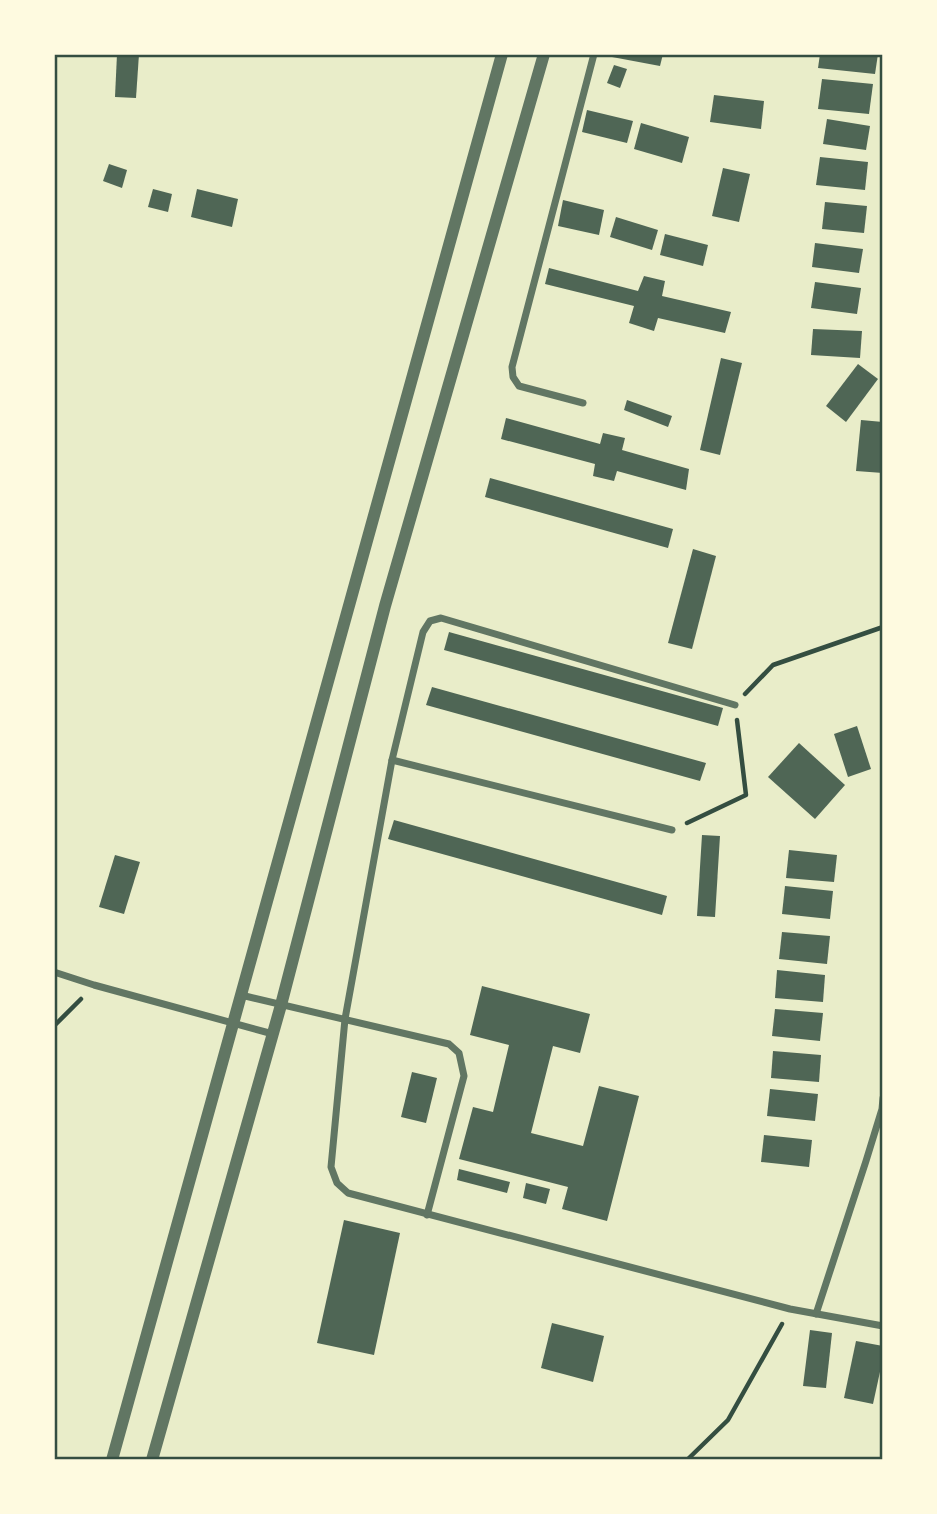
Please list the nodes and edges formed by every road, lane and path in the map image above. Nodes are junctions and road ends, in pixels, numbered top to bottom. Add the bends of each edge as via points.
1 (502, 54) edge
2 (544, 54) edge
3 (594, 54) edge
4 (583, 403) dead end
5 (883, 627) edge
6 (735, 705) junction
7 (392, 760) junction
8 (672, 830) joint
9 (54, 972) edge
10 (94, 985) junction
11 (241, 995) junction
12 (281, 1005) junction
13 (345, 1019) junction
14 (233, 1022) junction
15 (54, 1027) edge
16 (273, 1034) junction
17 (883, 1098) edge
18 (427, 1215) junction
19 (790, 1309) junction
20 (816, 1314) junction
21 (883, 1326) edge
22 (112, 1460) edge
23 (152, 1460) edge
24 (687, 1460) edge

1 - 11 street
2 - 12 street via 385,606
3 - 4 street via 512,368 519,386
5 - 6 path via 773,665
6 - 7 street via 441,618 430,621 423,632
6 - 8 path via 746,795
7 - 8 street
7 - 13 street
9 - 10 street
10 - 14 street
10 - 15 path
11 - 12 street
11 - 14 street
12 - 13 street
12 - 16 street
13 - 18 street via 331,1167 337,1182 348,1193
13 - 18 street via 449,1044 459,1052 464,1076
14 - 16 street
14 - 22 street
16 - 23 street
17 - 20 street
18 - 19 street
19 - 20 street
19 - 24 path via 728,1420
20 - 21 street

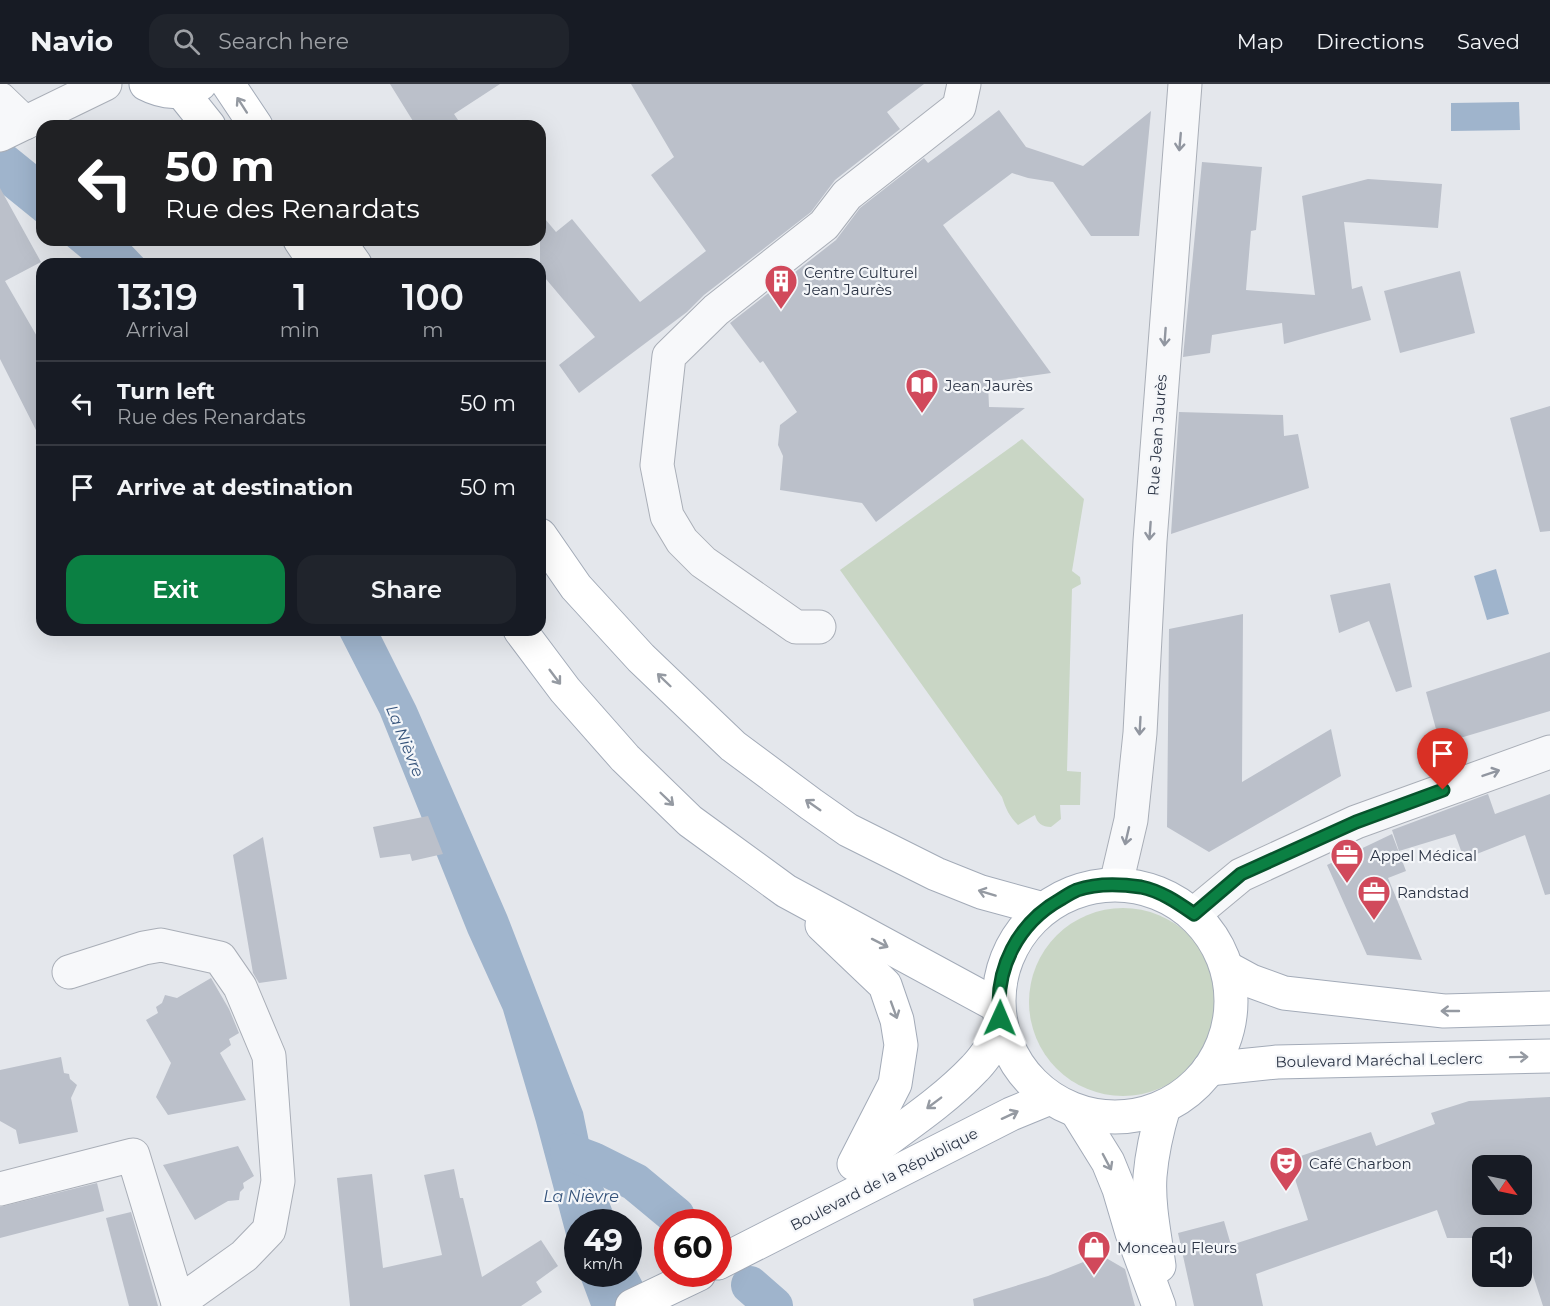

⁂

Omit the pictures, then copy out all the data exactly as it stands.

Please list the nodes and edges formed by every road, lane and path in the map image above. Nodes are junctions and road ends, in pixels, numbered top to bottom. Add the bends of each edge as via points.
1 (502, 54) edge
2 (544, 54) edge
3 (594, 54) edge
4 (583, 403) dead end
5 (883, 627) edge
6 (735, 705) junction
7 (392, 760) junction
8 (672, 830) joint
9 (54, 972) edge
10 (94, 985) junction
11 (241, 995) junction
12 (281, 1005) junction
13 (345, 1019) junction
14 (233, 1022) junction
15 (54, 1027) edge
16 (273, 1034) junction
17 (883, 1098) edge
18 (427, 1215) junction
19 (790, 1309) junction
20 (816, 1314) junction
21 (883, 1326) edge
22 (112, 1460) edge
23 (152, 1460) edge
24 (687, 1460) edge

1 - 11 street
2 - 12 street via 385,606
3 - 4 street via 512,368 519,386
5 - 6 path via 773,665
6 - 7 street via 441,618 430,621 423,632
6 - 8 path via 746,795
7 - 8 street
7 - 13 street
9 - 10 street
10 - 14 street
10 - 15 path
11 - 12 street
11 - 14 street
12 - 13 street
12 - 16 street
13 - 18 street via 331,1167 337,1182 348,1193
13 - 18 street via 449,1044 459,1052 464,1076
14 - 16 street
14 - 22 street
16 - 23 street
17 - 20 street
18 - 19 street
19 - 20 street
19 - 24 path via 728,1420
20 - 21 street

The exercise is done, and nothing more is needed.